Neither his circumstances nor inclination led Mr. Umphraville to partake much of the jollity of his neighbours. His farm has never exceeded what he found absolutely necessary for the convenience of his little family; and though he employed himself for a few years in extending his plantations over the neighbouring grounds, even that branch of industry he soon laid aside, from a habit of indolence, which has daily grown upon him; and since it has been dropped, his books, and sometimes his gun, with the conversation of his sister, and a few friends who now and then visit him, entirely occupy his time.

In this situation, Mr. Umphraville has naturally contracted several peculiarities, both of manner and opinion. They are, however, of a kind which neither lessen the original politeness of the one, nor weaken the natural force and spirit of the other. In a word, though he has contracted rust, it is the rust of a great mind, which, while it throws a certain melancholy reverence round its possessor, rather enhances than detracts from the native beauty and dignity of his character.

These particulars will suffice for introducing this gentleman to my readers; and I may afterward take occasion to gratify such of them as wish to know somewhat more of a life and opinions with which I have long been intimately acquainted.-L.

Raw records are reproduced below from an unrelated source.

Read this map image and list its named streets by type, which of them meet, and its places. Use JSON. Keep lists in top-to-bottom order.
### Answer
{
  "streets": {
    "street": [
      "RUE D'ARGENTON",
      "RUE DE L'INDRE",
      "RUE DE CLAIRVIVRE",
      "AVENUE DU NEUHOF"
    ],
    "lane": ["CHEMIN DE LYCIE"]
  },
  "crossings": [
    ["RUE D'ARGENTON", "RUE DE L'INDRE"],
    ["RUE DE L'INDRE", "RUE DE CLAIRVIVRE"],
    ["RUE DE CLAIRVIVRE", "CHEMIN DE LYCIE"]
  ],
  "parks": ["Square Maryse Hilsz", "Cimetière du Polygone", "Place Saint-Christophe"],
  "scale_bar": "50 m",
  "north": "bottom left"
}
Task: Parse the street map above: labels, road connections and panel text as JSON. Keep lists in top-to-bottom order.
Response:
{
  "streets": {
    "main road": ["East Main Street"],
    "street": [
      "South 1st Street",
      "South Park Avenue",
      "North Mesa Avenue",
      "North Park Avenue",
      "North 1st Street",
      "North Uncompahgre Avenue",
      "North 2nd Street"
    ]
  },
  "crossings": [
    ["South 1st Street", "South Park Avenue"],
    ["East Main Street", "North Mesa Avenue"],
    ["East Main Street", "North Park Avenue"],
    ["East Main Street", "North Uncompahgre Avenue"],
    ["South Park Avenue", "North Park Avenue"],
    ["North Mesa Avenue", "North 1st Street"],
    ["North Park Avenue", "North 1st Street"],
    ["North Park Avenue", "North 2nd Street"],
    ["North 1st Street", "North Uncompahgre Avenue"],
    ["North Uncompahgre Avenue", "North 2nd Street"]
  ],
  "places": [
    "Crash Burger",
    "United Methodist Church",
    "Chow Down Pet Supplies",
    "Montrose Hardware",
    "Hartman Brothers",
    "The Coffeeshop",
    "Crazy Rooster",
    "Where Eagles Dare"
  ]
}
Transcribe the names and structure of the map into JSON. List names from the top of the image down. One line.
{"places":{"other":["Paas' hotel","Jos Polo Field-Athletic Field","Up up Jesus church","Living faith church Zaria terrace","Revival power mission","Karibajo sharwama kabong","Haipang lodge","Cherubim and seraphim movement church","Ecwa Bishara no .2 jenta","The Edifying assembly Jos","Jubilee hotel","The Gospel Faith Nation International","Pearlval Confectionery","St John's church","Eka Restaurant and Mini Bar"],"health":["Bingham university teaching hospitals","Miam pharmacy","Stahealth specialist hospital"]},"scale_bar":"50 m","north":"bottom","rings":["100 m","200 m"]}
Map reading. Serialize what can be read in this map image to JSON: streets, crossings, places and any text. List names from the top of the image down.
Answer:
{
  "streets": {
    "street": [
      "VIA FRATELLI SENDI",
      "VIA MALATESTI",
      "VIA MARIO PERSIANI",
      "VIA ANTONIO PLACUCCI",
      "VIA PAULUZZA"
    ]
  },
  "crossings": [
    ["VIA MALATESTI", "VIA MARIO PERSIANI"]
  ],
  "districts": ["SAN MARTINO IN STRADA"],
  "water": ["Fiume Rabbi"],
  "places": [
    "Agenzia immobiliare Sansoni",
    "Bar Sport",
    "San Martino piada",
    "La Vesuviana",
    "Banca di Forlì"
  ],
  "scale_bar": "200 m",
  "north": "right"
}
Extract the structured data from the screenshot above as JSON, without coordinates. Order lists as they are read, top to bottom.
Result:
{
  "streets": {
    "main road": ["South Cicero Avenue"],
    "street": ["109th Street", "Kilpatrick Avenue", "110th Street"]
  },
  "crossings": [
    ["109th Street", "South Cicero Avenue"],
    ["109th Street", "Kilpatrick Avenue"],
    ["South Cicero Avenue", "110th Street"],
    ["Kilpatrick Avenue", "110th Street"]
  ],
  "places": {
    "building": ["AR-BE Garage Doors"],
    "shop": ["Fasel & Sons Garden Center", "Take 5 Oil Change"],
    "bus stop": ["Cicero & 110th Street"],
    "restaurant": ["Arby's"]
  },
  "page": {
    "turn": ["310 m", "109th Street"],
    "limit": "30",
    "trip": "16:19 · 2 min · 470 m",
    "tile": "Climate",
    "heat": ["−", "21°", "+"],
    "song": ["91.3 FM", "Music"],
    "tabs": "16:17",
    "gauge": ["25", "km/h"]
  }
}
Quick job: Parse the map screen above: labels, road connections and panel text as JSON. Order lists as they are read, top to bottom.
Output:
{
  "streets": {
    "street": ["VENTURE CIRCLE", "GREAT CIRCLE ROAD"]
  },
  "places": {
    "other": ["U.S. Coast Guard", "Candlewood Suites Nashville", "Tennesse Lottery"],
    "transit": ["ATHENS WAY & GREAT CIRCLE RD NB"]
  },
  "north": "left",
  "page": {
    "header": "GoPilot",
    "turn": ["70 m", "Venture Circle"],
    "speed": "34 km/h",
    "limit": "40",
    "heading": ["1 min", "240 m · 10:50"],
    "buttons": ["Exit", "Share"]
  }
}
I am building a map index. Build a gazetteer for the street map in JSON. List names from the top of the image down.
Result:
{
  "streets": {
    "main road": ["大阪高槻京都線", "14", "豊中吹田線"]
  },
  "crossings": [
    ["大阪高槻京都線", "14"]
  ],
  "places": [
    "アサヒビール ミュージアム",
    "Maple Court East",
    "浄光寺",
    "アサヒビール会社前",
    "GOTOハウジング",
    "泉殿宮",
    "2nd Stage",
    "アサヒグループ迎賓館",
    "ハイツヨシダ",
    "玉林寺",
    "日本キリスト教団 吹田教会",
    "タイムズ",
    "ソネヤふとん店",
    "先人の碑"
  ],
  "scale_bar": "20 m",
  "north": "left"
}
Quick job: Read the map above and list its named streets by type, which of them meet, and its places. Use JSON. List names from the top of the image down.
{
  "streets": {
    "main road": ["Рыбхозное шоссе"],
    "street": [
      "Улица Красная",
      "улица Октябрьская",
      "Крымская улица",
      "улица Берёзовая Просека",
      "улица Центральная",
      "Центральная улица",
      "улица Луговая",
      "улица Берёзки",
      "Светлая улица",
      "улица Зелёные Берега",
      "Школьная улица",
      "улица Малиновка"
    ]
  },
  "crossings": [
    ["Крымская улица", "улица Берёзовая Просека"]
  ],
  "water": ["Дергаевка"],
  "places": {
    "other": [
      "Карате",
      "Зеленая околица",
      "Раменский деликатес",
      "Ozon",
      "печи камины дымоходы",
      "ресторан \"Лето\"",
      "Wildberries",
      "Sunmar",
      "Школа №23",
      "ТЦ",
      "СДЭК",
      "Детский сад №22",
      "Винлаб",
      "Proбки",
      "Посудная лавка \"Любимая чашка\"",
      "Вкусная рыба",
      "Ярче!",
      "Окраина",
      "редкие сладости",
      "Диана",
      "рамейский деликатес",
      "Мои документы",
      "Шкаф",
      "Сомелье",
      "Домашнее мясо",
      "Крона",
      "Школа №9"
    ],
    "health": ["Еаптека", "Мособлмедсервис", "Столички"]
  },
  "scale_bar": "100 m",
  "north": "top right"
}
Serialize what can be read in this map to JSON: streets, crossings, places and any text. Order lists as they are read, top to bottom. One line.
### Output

N° 7. TUESDAY, FEBRUARY 16, 1779.

Indocilis privata loqui.-Luc.


• SIR,

'I am a sort of retainer to the muses; and though I cannot boast of much familiarity with themselves, hold a subordinate intimacy with several branches of their family. I never made verses, but I can repeat several thousands. Though I am not a writer, I am reckoned a very ready expounder of enigmas; and I have given many good hints towards the composition of some favourite rebuses and charades. I have also a very competent share of classical learning; I can construe Latin when there is an English version on the opposite column, and read the Greek character with tolerable facility; I speak a little French, and can make shift to understand the subject of an Italian opera.

I am

With these qualifications, Sir, I am held in considerable estimation by the wits of both sexes. I am sometimes allowed to clap first at a play, and pronounce a firm encore after a fashionable song. consulted by several ladies before they stick their pin into the catalogue of the circulating library; and have translated to some polite companies all the mottos of your paper, except the last, which, being somewhat crabbed, I did not choose to risk my credit by attempting. I have at last ventured to put myself into print in the Mirror; and send you information of a scheme I have formed for making my talents serviceable to the republic of letters.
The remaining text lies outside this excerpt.